Posted Aug 26, 2010 10:16 UTC (Thu) by alankila (guest, #47141) [Link] (4 responses)

Wouldn't these facilities be accessed just by executing some instructions made for this purpose, and therefore they are available to any program?

An API for user-space access to kernel cryptography

Posted Aug 27, 2010 7:51 UTC (Fri) by cladisch (✭ supporter ✭, #50193) [Link] (3 responses)

There are hardware accelerators that are not integrated into the CPU execution units but that exist as separate devices.

An API for user-space access to kernel cryptography

Posted Aug 28, 2010 9:25 UTC (Sat) by jengelh (subscriber, #33263) [Link] (1 responses)

Perhaps it's better to do the crypto stuff like libusb, that is, have the kernel export only the data channel and have an userspace library (perhaps even daemon if there is concurrency to deal with) to do the crypto context setup etc.

An API for user-space access to kernel cryptography

Posted Aug 28, 2010 15:27 UTC (Sat) by kleptog (subscriber, #1183) [Link]

Oh, I was thinking that the logical step would be cryptfs, where you mount a file system and get a bunch of directories representing encryption algorithms and you just open() the one you want and then use send/recvmsg with options to do the work you want.

No seriously, I don't understand why this needs to be in the kernel, a root-owned daemon should be more than enough.

An API for user-space access to kernel cryptography

Posted Aug 30, 2010 10:19 UTC (Mon) by mjthayer (guest, #39183) [Link]

> There are hardware accelerators that are not integrated into the CPU execution units but that exist as separate devices.

To me it would seem reasonable to have a crypto API in the kernel with no software fallback, so that it is available if it makes sense to do it in hardware, but the interface user has to handle the fallback themselves if the hardware isn't there.

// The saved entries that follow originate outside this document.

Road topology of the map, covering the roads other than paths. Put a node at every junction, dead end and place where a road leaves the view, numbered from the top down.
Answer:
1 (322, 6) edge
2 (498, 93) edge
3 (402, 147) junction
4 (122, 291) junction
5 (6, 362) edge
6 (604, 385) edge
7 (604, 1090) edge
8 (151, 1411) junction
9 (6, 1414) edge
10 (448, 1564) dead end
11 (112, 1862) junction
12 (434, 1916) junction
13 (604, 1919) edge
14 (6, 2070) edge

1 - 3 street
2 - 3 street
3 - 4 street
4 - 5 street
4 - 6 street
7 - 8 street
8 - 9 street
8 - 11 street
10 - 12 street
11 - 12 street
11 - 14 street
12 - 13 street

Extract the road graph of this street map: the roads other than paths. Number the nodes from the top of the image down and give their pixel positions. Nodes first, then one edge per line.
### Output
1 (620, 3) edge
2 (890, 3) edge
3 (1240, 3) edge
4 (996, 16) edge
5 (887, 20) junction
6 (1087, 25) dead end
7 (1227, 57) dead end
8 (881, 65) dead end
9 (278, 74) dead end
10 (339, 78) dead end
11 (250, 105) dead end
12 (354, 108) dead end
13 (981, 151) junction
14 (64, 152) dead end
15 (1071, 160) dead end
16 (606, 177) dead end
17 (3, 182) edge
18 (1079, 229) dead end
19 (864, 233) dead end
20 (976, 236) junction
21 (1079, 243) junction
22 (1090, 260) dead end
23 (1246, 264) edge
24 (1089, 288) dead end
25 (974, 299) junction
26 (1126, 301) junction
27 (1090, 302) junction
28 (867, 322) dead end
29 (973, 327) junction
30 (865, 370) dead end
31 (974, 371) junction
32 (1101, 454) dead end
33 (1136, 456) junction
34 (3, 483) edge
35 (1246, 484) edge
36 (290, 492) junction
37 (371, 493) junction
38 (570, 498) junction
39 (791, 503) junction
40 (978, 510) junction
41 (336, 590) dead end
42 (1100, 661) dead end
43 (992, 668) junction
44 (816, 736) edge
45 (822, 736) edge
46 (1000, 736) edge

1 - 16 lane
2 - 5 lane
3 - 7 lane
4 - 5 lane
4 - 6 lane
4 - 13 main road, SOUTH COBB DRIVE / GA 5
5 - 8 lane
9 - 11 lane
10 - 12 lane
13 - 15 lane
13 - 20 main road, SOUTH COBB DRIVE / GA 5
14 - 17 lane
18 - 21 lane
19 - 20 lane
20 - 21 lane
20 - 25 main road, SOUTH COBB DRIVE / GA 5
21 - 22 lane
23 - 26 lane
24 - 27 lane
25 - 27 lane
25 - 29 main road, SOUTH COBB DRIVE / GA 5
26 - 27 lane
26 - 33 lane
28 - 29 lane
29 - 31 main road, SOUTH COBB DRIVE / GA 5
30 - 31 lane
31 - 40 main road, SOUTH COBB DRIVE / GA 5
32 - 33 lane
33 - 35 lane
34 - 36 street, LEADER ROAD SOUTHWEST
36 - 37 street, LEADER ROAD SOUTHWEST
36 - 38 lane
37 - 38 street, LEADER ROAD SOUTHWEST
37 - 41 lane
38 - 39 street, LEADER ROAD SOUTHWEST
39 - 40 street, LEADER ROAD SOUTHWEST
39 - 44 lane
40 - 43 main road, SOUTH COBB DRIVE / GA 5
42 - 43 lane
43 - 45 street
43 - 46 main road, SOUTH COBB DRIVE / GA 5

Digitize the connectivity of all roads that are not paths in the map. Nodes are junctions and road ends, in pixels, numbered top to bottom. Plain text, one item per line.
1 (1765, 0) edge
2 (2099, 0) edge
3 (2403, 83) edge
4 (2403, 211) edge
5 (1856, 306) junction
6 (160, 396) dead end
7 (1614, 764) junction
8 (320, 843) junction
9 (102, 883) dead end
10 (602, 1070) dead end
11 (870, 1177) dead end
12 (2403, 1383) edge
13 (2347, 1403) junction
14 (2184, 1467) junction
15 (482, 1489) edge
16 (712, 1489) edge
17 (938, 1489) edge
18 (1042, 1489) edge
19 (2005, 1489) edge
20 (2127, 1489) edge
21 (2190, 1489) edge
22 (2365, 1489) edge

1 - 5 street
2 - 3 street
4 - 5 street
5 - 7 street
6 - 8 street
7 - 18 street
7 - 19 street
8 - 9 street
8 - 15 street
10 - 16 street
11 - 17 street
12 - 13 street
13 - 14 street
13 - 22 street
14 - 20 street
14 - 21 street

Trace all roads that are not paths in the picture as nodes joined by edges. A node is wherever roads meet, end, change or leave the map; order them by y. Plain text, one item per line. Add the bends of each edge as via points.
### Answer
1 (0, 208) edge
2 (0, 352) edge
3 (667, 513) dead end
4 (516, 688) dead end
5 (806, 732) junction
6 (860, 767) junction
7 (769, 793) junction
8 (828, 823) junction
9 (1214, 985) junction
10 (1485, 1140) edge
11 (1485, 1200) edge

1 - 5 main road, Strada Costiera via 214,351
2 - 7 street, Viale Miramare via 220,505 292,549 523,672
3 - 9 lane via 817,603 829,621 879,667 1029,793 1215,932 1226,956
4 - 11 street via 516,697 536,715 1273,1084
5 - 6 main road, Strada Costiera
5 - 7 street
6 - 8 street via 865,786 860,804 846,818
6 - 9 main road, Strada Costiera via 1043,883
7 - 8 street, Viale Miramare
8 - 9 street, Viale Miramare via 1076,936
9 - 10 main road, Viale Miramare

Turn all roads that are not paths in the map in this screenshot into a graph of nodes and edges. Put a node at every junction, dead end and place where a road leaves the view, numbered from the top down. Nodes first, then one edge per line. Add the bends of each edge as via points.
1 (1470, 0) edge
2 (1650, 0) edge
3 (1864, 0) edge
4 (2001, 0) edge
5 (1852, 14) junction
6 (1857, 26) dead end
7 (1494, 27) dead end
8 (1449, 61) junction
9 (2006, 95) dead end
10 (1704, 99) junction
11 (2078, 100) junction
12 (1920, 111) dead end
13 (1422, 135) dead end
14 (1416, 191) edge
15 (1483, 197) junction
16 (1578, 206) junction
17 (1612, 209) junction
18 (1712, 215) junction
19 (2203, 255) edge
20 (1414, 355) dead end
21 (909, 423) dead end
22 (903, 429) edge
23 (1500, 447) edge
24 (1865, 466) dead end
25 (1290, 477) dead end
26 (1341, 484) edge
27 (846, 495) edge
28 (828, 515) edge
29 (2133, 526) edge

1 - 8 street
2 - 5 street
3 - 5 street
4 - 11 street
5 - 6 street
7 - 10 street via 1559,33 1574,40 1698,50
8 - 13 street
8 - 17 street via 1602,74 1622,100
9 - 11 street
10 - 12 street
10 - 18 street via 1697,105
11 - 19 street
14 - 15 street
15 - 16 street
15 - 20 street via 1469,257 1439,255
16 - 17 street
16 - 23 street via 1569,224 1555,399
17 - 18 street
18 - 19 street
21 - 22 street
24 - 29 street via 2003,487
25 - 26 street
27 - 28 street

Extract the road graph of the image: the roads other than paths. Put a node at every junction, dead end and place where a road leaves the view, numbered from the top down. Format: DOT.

An API for user-space access to kernel cryptography

Posted Aug 30, 2010 10:33 UTC (Mon) by dd9jn (✭ supporter ✭, #4459) [Link]

There is another reason why some people think that pushing crypto into the kernel is the right thing: It makes it easier to get a FIPS 140 validation.

One important topic there is to separate the code to handle the keys from the application. Using a validated library is not a real option because a process using a validated library still has full access to the code and data of that library. Thus it seems to them easier to define the crypto module boundary as the kernel mode - code and data living there is natuarally protected from any user process.

From a software engineering POV and also for easier auditing it would be far better to move the crypto code into a daemon which may then be validated. This will give a very nice and enforceable crypto module boundary. The claimed drawback is a performace penalty.

Of course this does not solve the general problem that the kernel has access to everything. But it offers a better migration path to some future (capability based) microkernel.

An API for user-space access to kernel cryptography

Posted Sep 2, 2010 5:47 UTC (Thu) by kevinm (guest, #69913) [Link]

If the claimed performance problems with the daemon solution eventuate, then resurrect a port of Solaris's "doors" mechanism and use that. It still belongs in user space.